In a retrospective study by Rondelli et al. [15] comparing loop ileostomy to tube ileostomy using a foley catheter, the two methods were evaluated in terms of complications. When stoma-related complications were evaluated separately, the parastomal hernia was found in 12 (17%), intestinal obstruction in 1 (0.01%), and stoma stenosis in 2 (0.02%) patients of the loop ileostomy group. Although they stated that stoma-related complications such as parastomal hernia were significantly higher in the loop ileostomy group (loop and tube; 12and 0, p < 0.02), their study lacks information on the skin infection or skin maceration. While in our study, stomal prolapse was observed in 2 (10%), parastomal hernia in 2 (10%), and skin maceration in 9 (45%) patients of the loop ileostomy group.
The most likely reason for the higher skin maceration rate in comparison with the literature may be due to the low recognition rate of macerationby health professionals and physicians. In contrast, the incidence of parastomal hernia and prolapse is consistent with the literature. Both tube ileostomy and loop ileostomy have specific complications. For instance, prolapsus is not an expected complication of tube ileostomy. Therefore, it is not reasonable to get significant results by directly comparing these method-specific complications.To overcome this problem, we used the Clavien-Dindo classification to assess the severity of different complications. To the best of our knowledge, this study is the first one to use Clavien-Dindo classification to compare complications that are associated with tube ileostomy and loop ileostomy procedures.
In addition to the complications related to loop ileostomy it also has a negative impact on the quality of life. Studies comparing loop ileostomy to tube ileostomy lack data regarding patients’ adjustment to life with a stoma. We assessed the adjustment of loop ileostomy among the patients, using the OAI-23 questionnaire. Results showed that most of the patients in the loop ileostomy group had problems with adjustment to life with a stoma, encountered restrictions in social activities, and had a constant worry about stoma.

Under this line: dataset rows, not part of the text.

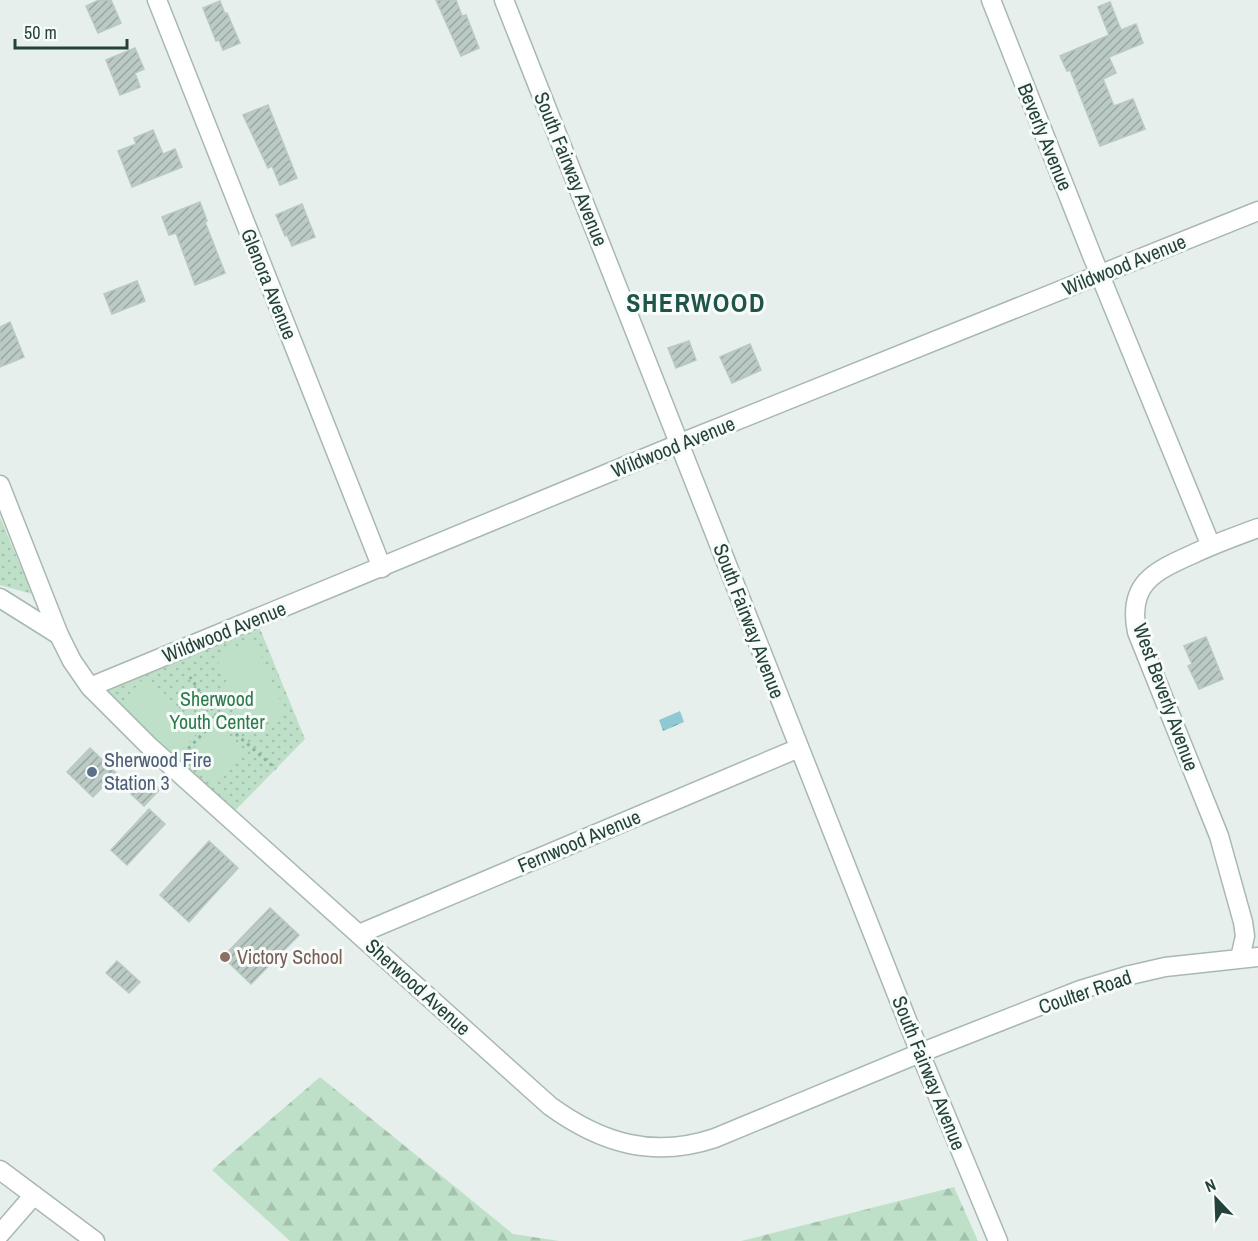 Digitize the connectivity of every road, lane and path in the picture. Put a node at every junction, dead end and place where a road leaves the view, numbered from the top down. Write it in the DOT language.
graph roads {
  1 [pos="156,0"];
  2 [pos="504,0"];
  3 [pos="991,0"];
  4 [pos="1258,211"];
  5 [pos="1100,274"];
  6 [pos="680,444"];
  7 [pos="0,485"];
  8 [pos="1258,528"];
  9 [pos="1211,546"];
  10 [pos="382,568"];
  11 [pos="0,598"];
  12 [pos="59,635"];
  13 [pos="190,676"];
  14 [pos="90,687"];
  15 [pos="232,695"];
  16 [pos="206,700"];
  17 [pos="179,707"];
  18 [pos="218,718"];
  19 [pos="799,748"];
  20 [pos="171,766"];
  21 [pos="276,769"];
  22 [pos="359,934"];
  23 [pos="1249,958"];
  24 [pos="920,1053"];
  25 [pos="0,1170"];
  26 [pos="34,1195"];
  27 [pos="0,1234"];
  28 [pos="95,1241"];
  29 [pos="998,1241"];
  1 -- 10 [label="street, Glenora Avenue"];
  2 -- 6 [label="street, South Fairway Avenue"];
  3 -- 5 [label="street, Beverly Avenue"];
  4 -- 5 [label="street, Wildwood Avenue"];
  5 -- 6 [label="street, Wildwood Avenue"];
  5 -- 9 [label="street"];
  6 -- 10 [label="street, Wildwood Avenue"];
  6 -- 19 [label="street, South Fairway Avenue"];
  7 -- 12 [label="street, Sherwood Avenue"];
  8 -- 9 [label="street, West Beverly Avenue"];
  9 -- 23 [label="street, West Beverly Avenue"];
  10 -- 14 [label="street, Wildwood Avenue"];
  11 -- 12 [label="street"];
  12 -- 14 [label="street, Sherwood Avenue"];
  13 -- 16 [label="path"];
  14 -- 20 [label="street, Sherwood Avenue"];
  15 -- 16 [label="path"];
  16 -- 17 [label="path"];
  16 -- 18 [label="path"];
  18 -- 20 [label="path"];
  18 -- 21 [label="path"];
  19 -- 22 [label="street, Fernwood Avenue"];
  19 -- 24 [label="street, South Fairway Avenue"];
  20 -- 22 [label="street, Sherwood Avenue"];
  22 -- 24 [label="street, Sherwood Avenue"];
  23 -- 24 [label="street, Coulter Road"];
  24 -- 29 [label="street, South Fairway Avenue"];
  25 -- 26 [label="street"];
  26 -- 27 [label="street"];
  26 -- 28 [label="street"];
} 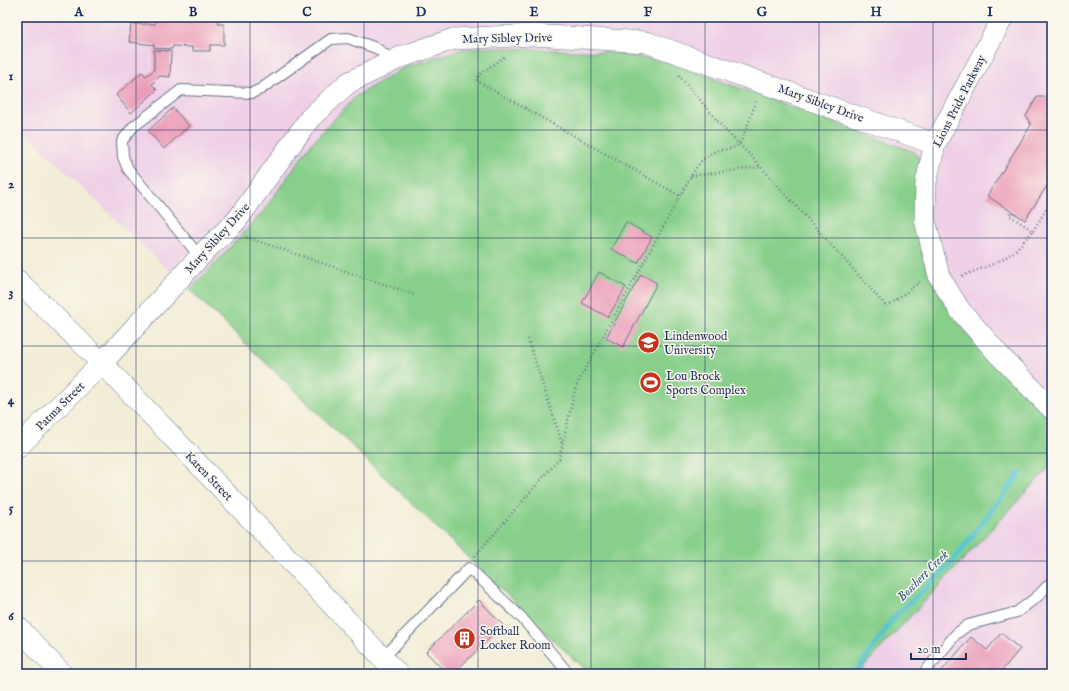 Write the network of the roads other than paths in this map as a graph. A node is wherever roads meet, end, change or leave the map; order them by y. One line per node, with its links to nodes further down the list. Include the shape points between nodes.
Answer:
1 (1003, 17): 3 (street, Lions Pride Parkway)
2 (393, 61): 3 (street, Mary Sibley Drive, via 454,39 532,35 646,42); 4 (street, Mary Sibley Drive, via 348,83 310,118 236,220); 4 (lane, via 376,48 348,38 331,38 261,89 252,93 181,90 133,127 122,142 123,157 128,170)
3 (936, 144): 7 (street, Lions Pride Parkway, via 926,182 925,220 939,276 959,308 1000,356)
4 (200, 257): 6 (street, Mary Sibley Drive)
5 (17, 280): 6 (street, Karen Street)
6 (102, 363): 8 (street, Patma Street); 11 (street, Karen Street)
7 (1052, 409)
8 (17, 448)
9 (1052, 581): 15 (lane, via 1017,612 968,625 956,634)
10 (17, 626): 12 (street)
11 (382, 658): 13 (street, Karen Street); 14 (lane, via 469,568 522,618)
12 (62, 674)
13 (398, 674)
14 (569, 674)
15 (923, 674) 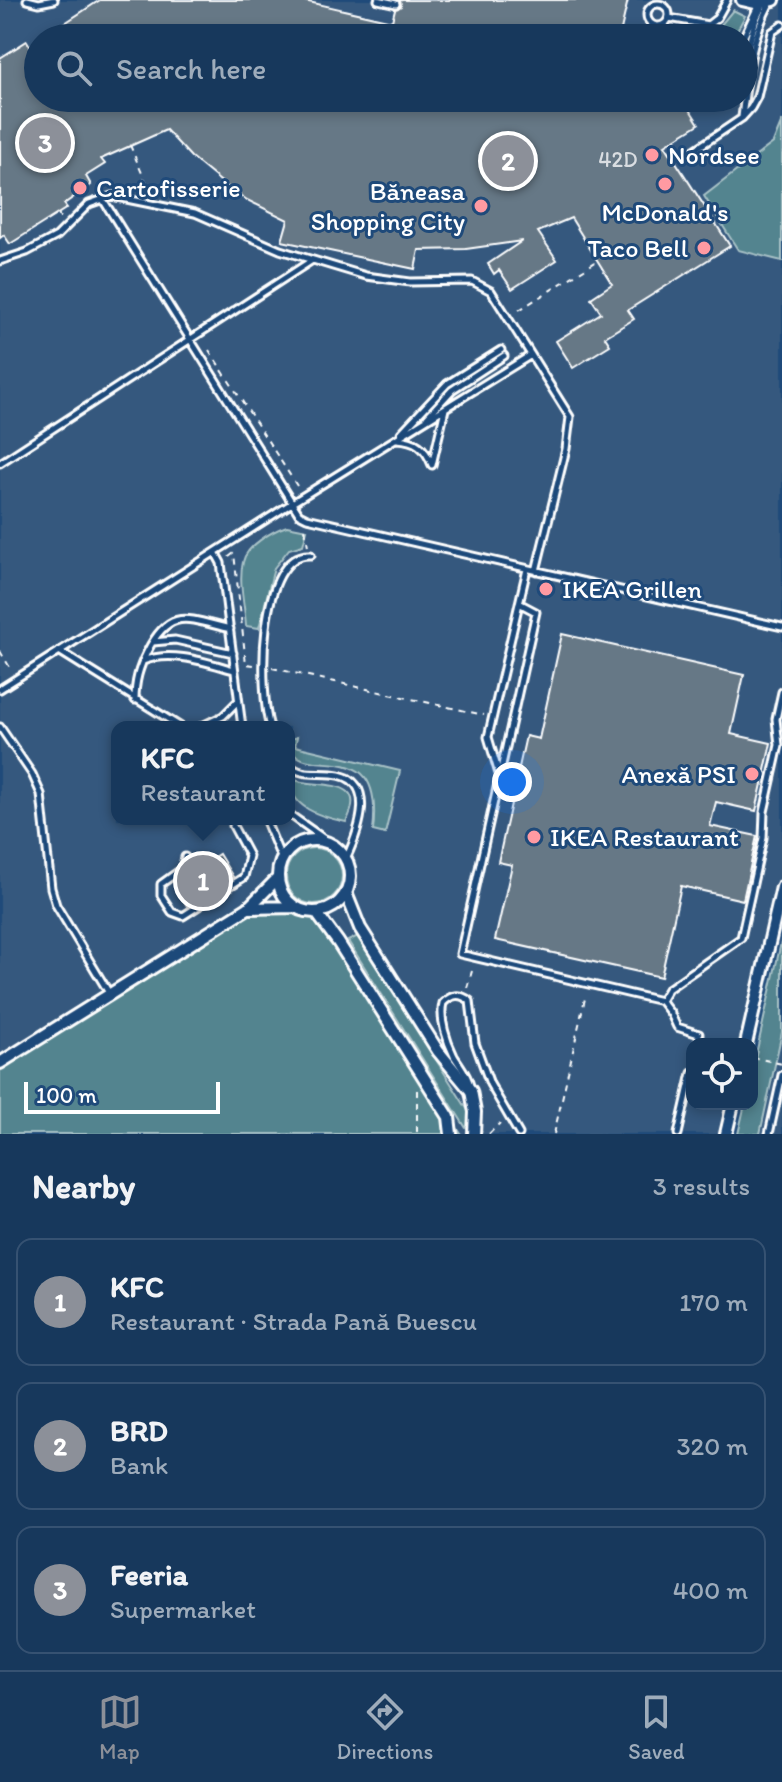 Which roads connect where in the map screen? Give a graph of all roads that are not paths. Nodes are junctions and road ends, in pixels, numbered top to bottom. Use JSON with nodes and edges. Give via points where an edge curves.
{"nodes":[{"id":1,"x":27,"y":0,"type":"edge"},
{"id":2,"x":54,"y":0,"type":"edge"},
{"id":3,"x":378,"y":0,"type":"edge"},
{"id":4,"x":727,"y":0,"type":"edge"},
{"id":5,"x":742,"y":0,"type":"edge"},
{"id":6,"x":767,"y":2,"type":"edge"},
{"id":7,"x":396,"y":4,"type":"dead end"},
{"id":8,"x":669,"y":18,"type":"junction"},
{"id":9,"x":655,"y":24,"type":"edge"},
{"id":10,"x":664,"y":24,"type":"edge"},
{"id":11,"x":702,"y":24,"type":"edge"},
{"id":12,"x":709,"y":24,"type":"edge"},
{"id":13,"x":752,"y":24,"type":"edge"},
{"id":14,"x":755,"y":24,"type":"edge"},
{"id":15,"x":782,"y":25,"type":"edge"},
{"id":16,"x":758,"y":30,"type":"edge"},
{"id":17,"x":758,"y":93,"type":"edge"},
{"id":18,"x":743,"y":112,"type":"edge"},
{"id":19,"x":746,"y":112,"type":"edge"},
{"id":20,"x":742,"y":118,"type":"junction"},
{"id":21,"x":684,"y":157,"type":"dead end"},
{"id":22,"x":102,"y":198,"type":"junction"},
{"id":23,"x":0,"y":261,"type":"edge"},
{"id":24,"x":311,"y":261,"type":"junction"},
{"id":25,"x":190,"y":340,"type":"junction"},
{"id":26,"x":531,"y":355,"type":"junction"},
{"id":27,"x":445,"y":408,"type":"junction"},
{"id":28,"x":424,"y":421,"type":"junction"},
{"id":29,"x":396,"y":439,"type":"junction"},
{"id":30,"x":0,"y":463,"type":"edge"},
{"id":31,"x":292,"y":503,"type":"junction"},
{"id":32,"x":215,"y":552,"type":"junction"},
{"id":33,"x":311,"y":555,"type":"road end"},
{"id":34,"x":527,"y":569,"type":"junction"},
{"id":35,"x":536,"y":571,"type":"junction"},
{"id":36,"x":519,"y":603,"type":"junction"},
{"id":37,"x":782,"y":627,"type":"edge"},
{"id":38,"x":230,"y":629,"type":"junction"},
{"id":39,"x":152,"y":642,"type":"junction"},
{"id":40,"x":59,"y":651,"type":"junction"},
{"id":41,"x":233,"y":653,"type":"junction"},
{"id":42,"x":143,"y":661,"type":"junction"},
{"id":43,"x":234,"y":670,"type":"junction"},
{"id":44,"x":0,"y":689,"type":"edge"},
{"id":45,"x":782,"y":692,"type":"edge"},
{"id":46,"x":135,"y":700,"type":"junction"},
{"id":47,"x":238,"y":701,"type":"junction"},
{"id":48,"x":171,"y":721,"type":"edge"},
{"id":49,"x":213,"y":721,"type":"edge"},
{"id":50,"x":241,"y":721,"type":"edge"},
{"id":51,"x":269,"y":721,"type":"edge"},
{"id":52,"x":0,"y":727,"type":"edge"},
{"id":53,"x":295,"y":769,"type":"edge"},
{"id":54,"x":500,"y":774,"type":"junction"},
{"id":55,"x":295,"y":818,"type":"edge"},
{"id":56,"x":267,"y":825,"type":"edge"},
{"id":57,"x":233,"y":826,"type":"dead end"},
{"id":58,"x":330,"y":843,"type":"junction"},
{"id":59,"x":185,"y":857,"type":"dead end"},
{"id":60,"x":346,"y":859,"type":"junction"},
{"id":61,"x":282,"y":860,"type":"junction"},
{"id":62,"x":278,"y":878,"type":"junction"},
{"id":63,"x":782,"y":887,"type":"edge"},
{"id":64,"x":346,"y":893,"type":"junction"},
{"id":65,"x":295,"y":907,"type":"junction"},
{"id":66,"x":248,"y":908,"type":"junction"},
{"id":67,"x":316,"y":912,"type":"junction"},
{"id":68,"x":110,"y":994,"type":"junction"},
{"id":69,"x":661,"y":1001,"type":"junction"},
{"id":70,"x":699,"y":1038,"type":"edge"},
{"id":71,"x":747,"y":1038,"type":"edge"},
{"id":72,"x":0,"y":1063,"type":"edge"},
{"id":73,"x":782,"y":1075,"type":"edge"},
{"id":74,"x":471,"y":1091,"type":"junction"},
{"id":75,"x":686,"y":1099,"type":"edge"},
{"id":76,"x":732,"y":1110,"type":"edge"},
{"id":77,"x":451,"y":1134,"type":"edge"},
{"id":78,"x":474,"y":1134,"type":"edge"},
{"id":79,"x":519,"y":1134,"type":"edge"},
{"id":80,"x":678,"y":1134,"type":"edge"},
{"id":81,"x":726,"y":1134,"type":"edge"},
{"id":82,"x":769,"y":1134,"type":"edge"}],
"edges":[{"from":1,"to":2,"type":"lane"},
{"from":3,"to":7,"type":"lane"},
{"from":4,"to":12,"type":"lane"},
{"from":5,"to":6,"type":"street"},
{"from":6,"to":13,"type":"lane"},
{"from":6,"to":14,"type":"lane"},
{"from":6,"to":16,"type":"lane"},
{"from":8,"to":9,"type":"lane","via":[[666,8],[654,5],[647,13]]},
{"from":8,"to":10,"type":"lane"},
{"from":8,"to":11,"type":"lane"},
{"from":15,"to":17,"type":"lane","via":[[772,32]]},
{"from":18,"to":20,"type":"lane"},
{"from":19,"to":20,"type":"lane"},
{"from":20,"to":21,"type":"lane"},
{"from":22,"to":23,"type":"lane","via":[[57,236]]},
{"from":22,"to":24,"type":"lane","via":[[195,213]]},
{"from":22,"to":25,"type":"lane"},
{"from":24,"to":25,"type":"lane"},
{"from":24,"to":26,"type":"lane","via":[[387,280],[484,285]]},
{"from":25,"to":30,"type":"lane"},
{"from":25,"to":31,"type":"lane"},
{"from":26,"to":27,"type":"lane"},
{"from":26,"to":35,"type":"lane","via":[[570,423]]},
{"from":27,"to":28,"type":"lane"},
{"from":27,"to":29,"type":"lane","via":[[432,465],[417,443]]},
{"from":28,"to":29,"type":"lane"},
{"from":28,"to":29,"type":"lane","via":[[452,390],[502,353],[447,384]]},
{"from":29,"to":31,"type":"lane"},
{"from":31,"to":32,"type":"lane"},
{"from":31,"to":34,"type":"lane","via":[[307,518]]},
{"from":32,"to":38,"type":"lane"},
{"from":32,"to":40,"type":"lane"},
{"from":33,"to":51,"type":"lane","via":[[291,559],[268,614],[262,666]]},
{"from":34,"to":35,"type":"lane"},
{"from":34,"to":36,"type":"lane"},
{"from":35,"to":37,"type":"lane"},
{"from":36,"to":54,"type":"lane","via":[[488,737]]},
{"from":36,"to":54,"type":"lane","via":[[536,612]]},
{"from":38,"to":39,"type":"lane","via":[[176,620],[162,627]]},
{"from":38,"to":41,"type":"lane"},
{"from":39,"to":41,"type":"lane","via":[[175,640]]},
{"from":39,"to":42,"type":"lane"},
{"from":40,"to":44,"type":"lane"},
{"from":40,"to":46,"type":"lane"},
{"from":41,"to":43,"type":"lane"},
{"from":42,"to":43,"type":"lane","via":[[173,656]]},
{"from":42,"to":46,"type":"lane"},
{"from":43,"to":47,"type":"lane"},
{"from":45,"to":69,"type":"lane","via":[[776,719],[779,745],[741,938],[668,989]]},
{"from":46,"to":48,"type":"lane"},
{"from":47,"to":49,"type":"lane"},
{"from":47,"to":50,"type":"lane"},
{"from":52,"to":68,"type":"lane","via":[[41,794],[56,905]]},
{"from":53,"to":60,"type":"lane","via":[[339,774],[358,791],[361,821]]},
{"from":54,"to":69,"type":"lane","via":[[460,954]]},
{"from":55,"to":58,"type":"lane"},
{"from":56,"to":61,"type":"lane"},
{"from":57,"to":59,"type":"lane","via":[[249,856],[244,877],[183,916],[172,912],[160,890],[182,869]]},
{"from":58,"to":60,"type":"street"},
{"from":58,"to":61,"type":"street","via":[[302,842]]},
{"from":60,"to":64,"type":"street"},
{"from":61,"to":62,"type":"street"},
{"from":62,"to":65,"type":"street"},
{"from":62,"to":66,"type":"street"},
{"from":63,"to":71,"type":"street"},
{"from":64,"to":67,"type":"street","via":[[335,906]]},
{"from":64,"to":74,"type":"street","via":[[368,941],[438,1051]]},
{"from":65,"to":66,"type":"street"},
{"from":65,"to":67,"type":"street"},
{"from":66,"to":68,"type":"street"},
{"from":67,"to":77,"type":"street","via":[[449,1117]]},
{"from":68,"to":72,"type":"street"},
{"from":69,"to":70,"type":"lane","via":[[677,1027]]},
{"from":73,"to":82,"type":"lane"},
{"from":74,"to":78,"type":"street"},
{"from":74,"to":79,"type":"lane","via":[[441,1009],[452,996],[470,1001],[475,1043],[490,1084]]},
{"from":75,"to":80,"type":"lane"},
{"from":76,"to":81,"type":"street"}]}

This study showed that there is a 10-fold cost advantage between the two methods in favor of tube ileostomy. It is indisputable that if stoma reversal surgery charges are added to the cost, the difference will be even greater. This apparent cost-advantage shown in this study limited to 20 patients, could be of great value in further studies with a large number of patients.
Although this study showed that tube ileostomy is superior to loop ileostomy in many respects, prospective randomized studies with a larger sample size are needed.